We can now build the software example. Choose your target in the drop-down box shown below and then hit the Build button or press F7.

_images/target.png

Figure 32 Choose your target device and build the example

7.3. Running the example

7.3.1. Using the UART

We will use the UART peripheral of our device to print the number for the pairing. On your DA1453x hardware kit connect the left pin of the UTX jumper connector to the P06 pin, as shown in the following figure.

_images/hw_config.svg

Figure 33 Hardware configuration for UART transmit on DA1453x/DA14535 Pro Development kit

_images/hw_config_531.svg

Figure 34 Hardware configuration for UART transmit on DA1453x/DA14531 Pro Development kit

In case you own a DA14585 or DA14586 device, configure the hardware as shown in the following figure.

_images/hw_config_58x.png

Figure 35 Hardware configuration for UART transmit on DA1458x

Next, we have to find out our serial port. Right click on “My Computer” and click “Manage”. Under “Ports” you will find two more ports that have been enumerated when you plugged in your device. Keep in mind the one with the lowest number.

_images/serial_port.png

Figure 36 Finding out the right port

Open up your serial port terminal. Set the serial port to the one you have identified in the previous step, and enter the parameters that you can see in the following figure.

_images/putty_config.png

Figure 37 Serial port configuration

7.3.2. Running the example

  1. In Keil, run a debug session and in the next workspace run the example

    _images/debug.png

    Figure 38 Start a debug session

    _images/run.png

    Figure 39 Run the example

  2. Open the Lightblue App on your smartphone and locate the DLG-SECURITY device.

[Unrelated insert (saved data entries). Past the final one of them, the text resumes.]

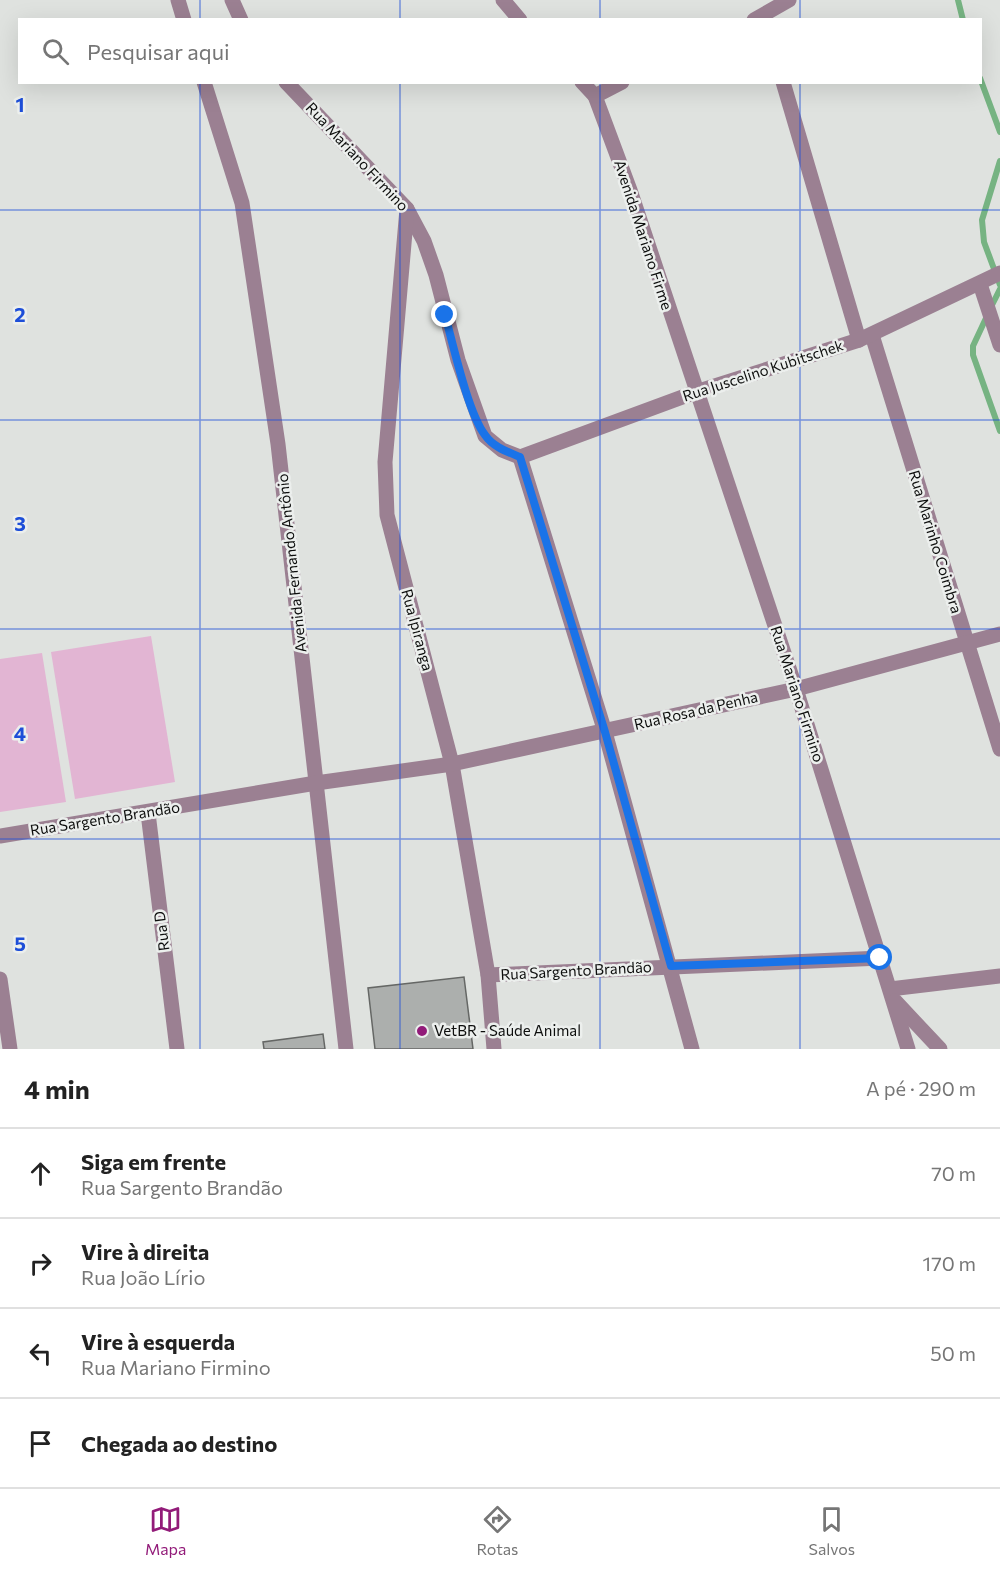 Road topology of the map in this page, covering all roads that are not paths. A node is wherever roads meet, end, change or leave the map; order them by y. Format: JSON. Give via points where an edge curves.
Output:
{"nodes":[{"id":1,"x":178,"y":0,"type":"edge"},
{"id":2,"x":232,"y":0,"type":"edge"},
{"id":3,"x":503,"y":0,"type":"edge"},
{"id":4,"x":789,"y":0,"type":"edge"},
{"id":5,"x":183,"y":18,"type":"edge"},
{"id":6,"x":240,"y":18,"type":"edge"},
{"id":7,"x":518,"y":18,"type":"edge"},
{"id":8,"x":759,"y":18,"type":"edge"},
{"id":9,"x":205,"y":84,"type":"edge"},
{"id":10,"x":288,"y":84,"type":"edge"},
{"id":11,"x":584,"y":84,"type":"edge"},
{"id":12,"x":618,"y":84,"type":"edge"},
{"id":13,"x":784,"y":84,"type":"edge"},
{"id":14,"x":595,"y":96,"type":"junction"},
{"id":15,"x":407,"y":209,"type":"junction"},
{"id":16,"x":1000,"y":273,"type":"edge"},
{"id":17,"x":980,"y":284,"type":"junction"},
{"id":18,"x":865,"y":337,"type":"junction"},
{"id":19,"x":1000,"y":345,"type":"edge"},
{"id":20,"x":696,"y":392,"type":"junction"},
{"id":21,"x":520,"y":457,"type":"junction"},
{"id":22,"x":1000,"y":634,"type":"edge"},
{"id":23,"x":966,"y":643,"type":"junction"},
{"id":24,"x":796,"y":689,"type":"junction"},
{"id":25,"x":605,"y":732,"type":"junction"},
{"id":26,"x":1000,"y":749,"type":"edge"},
{"id":27,"x":452,"y":764,"type":"junction"},
{"id":28,"x":316,"y":783,"type":"junction"},
{"id":29,"x":148,"y":813,"type":"junction"},
{"id":30,"x":0,"y":836,"type":"edge"},
{"id":31,"x":880,"y":958,"type":"junction"},
{"id":32,"x":671,"y":966,"type":"junction"},
{"id":33,"x":488,"y":975,"type":"junction"},
{"id":34,"x":1000,"y":976,"type":"edge"},
{"id":35,"x":0,"y":979,"type":"edge"},
{"id":36,"x":891,"y":994,"type":"junction"},
{"id":37,"x":10,"y":1049,"type":"edge"},
{"id":38,"x":177,"y":1049,"type":"edge"},
{"id":39,"x":346,"y":1049,"type":"edge"},
{"id":40,"x":494,"y":1049,"type":"edge"},
{"id":41,"x":692,"y":1049,"type":"edge"},
{"id":42,"x":908,"y":1049,"type":"edge"},
{"id":43,"x":940,"y":1049,"type":"edge"}],
"edges":[{"from":1,"to":5,"type":"street"},
{"from":2,"to":6,"type":"street"},
{"from":3,"to":7,"type":"street"},
{"from":4,"to":8,"type":"street"},
{"from":9,"to":28,"type":"street","name":"Avenida Fernando Antônio","via":[[242,203],[278,444]]},
{"from":10,"to":15,"type":"street","name":"Rua Mariano Firmino"},
{"from":11,"to":14,"type":"street","name":"Avenida Mariano Firme"},
{"from":12,"to":14,"type":"street"},
{"from":13,"to":18,"type":"street","name":"Rua Marinho Coimbra"},
{"from":14,"to":20,"type":"street","name":"Avenida Mariano Firme"},
{"from":15,"to":21,"type":"street","name":"Rua Mariano Firmino","via":[[436,275],[458,360],[485,436],[502,450]]},
{"from":15,"to":27,"type":"street","name":"Rua Ipiranga","via":[[385,492],[387,515]]},
{"from":16,"to":17,"type":"street","name":"Rua Juscelino Kubitschek"},
{"from":17,"to":18,"type":"street","name":"Rua Juscelino Kubitschek"},
{"from":17,"to":19,"type":"street"},
{"from":18,"to":20,"type":"street","name":"Rua Juscelino Kubitschek"},
{"from":18,"to":23,"type":"street","name":"Rua Marinho Coimbra"},
{"from":20,"to":21,"type":"street","name":"Rua Juscelino Kubitschek"},
{"from":20,"to":24,"type":"street","name":"Rua Mariano Firmino"},
{"from":21,"to":25,"type":"street"},
{"from":22,"to":23,"type":"street","name":"Rua Rosa da Penha"},
{"from":23,"to":24,"type":"street","name":"Rua Rosa da Penha"},
{"from":23,"to":26,"type":"street","name":"Rua Marinho Coimbra"},
{"from":24,"to":25,"type":"street","name":"Rua Rosa da Penha"},
{"from":24,"to":31,"type":"street","name":"Rua Mariano Firmino"},
{"from":25,"to":27,"type":"street","name":"Rua Rosa da Penha"},
{"from":25,"to":32,"type":"street"},
{"from":27,"to":28,"type":"street","name":"Rua Rosa da Penha"},
{"from":27,"to":33,"type":"street","name":"Rua Ipiranga"},
{"from":28,"to":29,"type":"street","name":"Rua Sargento Brandão"},
{"from":28,"to":39,"type":"street","name":"Avenida Fernando Antônio"},
{"from":29,"to":30,"type":"street","name":"Rua Sargento Brandão"},
{"from":29,"to":38,"type":"street","name":"Rua D"},
{"from":31,"to":32,"type":"street","name":"Rua Sargento Brandão"},
{"from":31,"to":36,"type":"street","name":"Rua Mariano Firmino"},
{"from":32,"to":33,"type":"street","name":"Rua Sargento Brandão"},
{"from":32,"to":41,"type":"street"},
{"from":33,"to":40,"type":"street","name":"Rua Ipiranga"},
{"from":34,"to":36,"type":"street"},
{"from":35,"to":37,"type":"street"},
{"from":36,"to":42,"type":"street","name":"Rua Mariano Firmino"},
{"from":36,"to":43,"type":"street"}]}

    _images/device_list.jpg

    Figure 40 Locate the DLG-SECURITY device

  3. Tap on the device name. The app will connect with your device and the Pairing Feature Exchange will start. When the I/O Capabilities have been exchanged, you’ll be asked to accept pairing the device with your phone. Press “OK”.

    _images/pairing_request_sec_con.jpg

    Figure 41 Secure connections pairing request

  4. Your phone, as well as your device on your serial terminal, will display a number. Check that these numbers match and confirm the pairing.

    _images/confirm_value_host.png

    Figure 42 Confirmation value for Numeric Comparison

With these simple steps you have enabled the most secure algorithms for encrypting the message exchange of your embedded device with your smartphone. As you explore the Characteristics database, all accesses will be now entirely confidential.